What is being asked: Give only the number of lines in these records that include "nodes".
── Material supplied
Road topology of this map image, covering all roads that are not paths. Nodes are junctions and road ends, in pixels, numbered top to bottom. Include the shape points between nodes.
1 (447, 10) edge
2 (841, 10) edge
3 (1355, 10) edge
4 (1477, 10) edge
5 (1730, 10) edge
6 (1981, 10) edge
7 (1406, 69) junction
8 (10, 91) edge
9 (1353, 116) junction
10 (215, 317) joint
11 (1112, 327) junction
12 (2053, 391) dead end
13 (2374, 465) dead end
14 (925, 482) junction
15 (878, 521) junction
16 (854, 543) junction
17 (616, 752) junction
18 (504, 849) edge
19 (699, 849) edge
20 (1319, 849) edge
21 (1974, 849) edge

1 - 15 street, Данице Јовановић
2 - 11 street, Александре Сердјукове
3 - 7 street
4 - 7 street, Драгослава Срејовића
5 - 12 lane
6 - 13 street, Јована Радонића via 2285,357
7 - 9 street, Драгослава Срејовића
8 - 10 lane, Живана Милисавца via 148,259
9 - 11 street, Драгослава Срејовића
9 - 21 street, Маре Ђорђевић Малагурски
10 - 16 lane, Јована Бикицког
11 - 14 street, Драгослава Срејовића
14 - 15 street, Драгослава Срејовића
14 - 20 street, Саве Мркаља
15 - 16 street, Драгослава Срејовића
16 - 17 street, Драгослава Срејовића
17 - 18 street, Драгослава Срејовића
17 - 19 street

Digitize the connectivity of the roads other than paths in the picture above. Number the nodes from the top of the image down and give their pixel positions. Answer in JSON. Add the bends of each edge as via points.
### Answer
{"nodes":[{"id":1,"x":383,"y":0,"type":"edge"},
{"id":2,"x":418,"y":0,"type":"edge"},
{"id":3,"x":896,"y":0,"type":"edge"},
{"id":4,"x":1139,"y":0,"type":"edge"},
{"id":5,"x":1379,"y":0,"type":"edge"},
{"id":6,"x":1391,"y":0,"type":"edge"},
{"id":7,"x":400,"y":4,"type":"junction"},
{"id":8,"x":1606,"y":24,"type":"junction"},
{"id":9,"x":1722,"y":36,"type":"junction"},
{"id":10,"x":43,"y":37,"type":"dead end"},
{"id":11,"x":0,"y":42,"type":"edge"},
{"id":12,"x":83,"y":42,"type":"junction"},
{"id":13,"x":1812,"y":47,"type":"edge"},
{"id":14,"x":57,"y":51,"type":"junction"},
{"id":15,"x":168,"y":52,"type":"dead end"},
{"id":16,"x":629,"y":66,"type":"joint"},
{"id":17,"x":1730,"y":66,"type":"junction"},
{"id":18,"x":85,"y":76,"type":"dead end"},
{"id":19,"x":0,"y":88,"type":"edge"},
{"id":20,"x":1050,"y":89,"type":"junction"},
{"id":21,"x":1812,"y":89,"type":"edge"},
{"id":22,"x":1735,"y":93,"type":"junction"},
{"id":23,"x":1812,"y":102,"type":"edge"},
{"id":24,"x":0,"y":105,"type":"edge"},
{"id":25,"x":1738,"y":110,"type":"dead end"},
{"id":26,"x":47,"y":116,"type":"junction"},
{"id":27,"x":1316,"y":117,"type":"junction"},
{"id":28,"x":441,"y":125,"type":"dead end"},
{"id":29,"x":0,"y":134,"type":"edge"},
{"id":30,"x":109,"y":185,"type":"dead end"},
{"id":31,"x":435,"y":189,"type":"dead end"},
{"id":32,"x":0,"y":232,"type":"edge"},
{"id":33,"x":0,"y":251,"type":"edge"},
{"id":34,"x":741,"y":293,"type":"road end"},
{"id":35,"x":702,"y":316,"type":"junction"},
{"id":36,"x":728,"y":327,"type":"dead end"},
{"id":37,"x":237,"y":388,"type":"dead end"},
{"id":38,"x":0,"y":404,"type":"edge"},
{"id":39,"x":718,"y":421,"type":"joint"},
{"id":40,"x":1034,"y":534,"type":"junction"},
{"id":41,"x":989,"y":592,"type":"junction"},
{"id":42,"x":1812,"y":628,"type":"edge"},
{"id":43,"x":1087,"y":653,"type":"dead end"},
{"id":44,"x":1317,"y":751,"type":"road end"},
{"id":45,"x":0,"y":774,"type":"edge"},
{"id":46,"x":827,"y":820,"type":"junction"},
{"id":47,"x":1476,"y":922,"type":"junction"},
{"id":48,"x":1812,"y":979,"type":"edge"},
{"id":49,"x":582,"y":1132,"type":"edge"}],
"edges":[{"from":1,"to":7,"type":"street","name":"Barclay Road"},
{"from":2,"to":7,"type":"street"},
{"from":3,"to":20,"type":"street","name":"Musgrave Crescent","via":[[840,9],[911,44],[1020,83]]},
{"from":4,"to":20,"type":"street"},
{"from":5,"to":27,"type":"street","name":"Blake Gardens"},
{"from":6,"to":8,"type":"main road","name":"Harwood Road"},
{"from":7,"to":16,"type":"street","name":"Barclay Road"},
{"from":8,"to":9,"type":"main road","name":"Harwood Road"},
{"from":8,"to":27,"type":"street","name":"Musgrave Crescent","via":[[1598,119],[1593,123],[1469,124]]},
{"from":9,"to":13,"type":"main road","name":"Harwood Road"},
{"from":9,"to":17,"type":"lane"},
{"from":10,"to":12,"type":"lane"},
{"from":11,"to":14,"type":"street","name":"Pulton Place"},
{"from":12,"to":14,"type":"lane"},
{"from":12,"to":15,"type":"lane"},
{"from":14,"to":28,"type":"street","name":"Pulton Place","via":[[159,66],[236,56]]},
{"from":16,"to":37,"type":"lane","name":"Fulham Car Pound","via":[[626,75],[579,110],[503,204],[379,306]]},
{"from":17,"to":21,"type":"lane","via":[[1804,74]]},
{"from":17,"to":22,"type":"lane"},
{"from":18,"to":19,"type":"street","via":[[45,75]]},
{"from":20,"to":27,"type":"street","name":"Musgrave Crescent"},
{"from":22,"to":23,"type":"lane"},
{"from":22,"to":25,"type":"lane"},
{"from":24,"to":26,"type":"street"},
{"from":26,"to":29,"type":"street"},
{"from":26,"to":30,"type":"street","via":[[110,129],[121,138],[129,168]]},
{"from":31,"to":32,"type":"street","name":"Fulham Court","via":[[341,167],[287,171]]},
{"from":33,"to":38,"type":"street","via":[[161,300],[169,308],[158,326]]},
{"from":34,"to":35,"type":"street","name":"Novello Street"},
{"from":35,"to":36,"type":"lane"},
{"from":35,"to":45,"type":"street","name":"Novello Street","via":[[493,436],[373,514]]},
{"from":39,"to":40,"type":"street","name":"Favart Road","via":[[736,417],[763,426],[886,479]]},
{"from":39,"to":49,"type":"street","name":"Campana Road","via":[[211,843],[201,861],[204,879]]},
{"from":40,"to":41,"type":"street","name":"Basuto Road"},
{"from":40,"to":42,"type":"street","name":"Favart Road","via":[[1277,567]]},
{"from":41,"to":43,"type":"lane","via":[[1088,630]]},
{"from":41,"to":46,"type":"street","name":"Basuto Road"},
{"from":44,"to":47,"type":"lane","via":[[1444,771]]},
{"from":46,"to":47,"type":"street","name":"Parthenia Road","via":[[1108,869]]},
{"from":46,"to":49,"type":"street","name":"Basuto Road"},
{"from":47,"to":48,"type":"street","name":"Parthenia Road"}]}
────
Problem solution: 3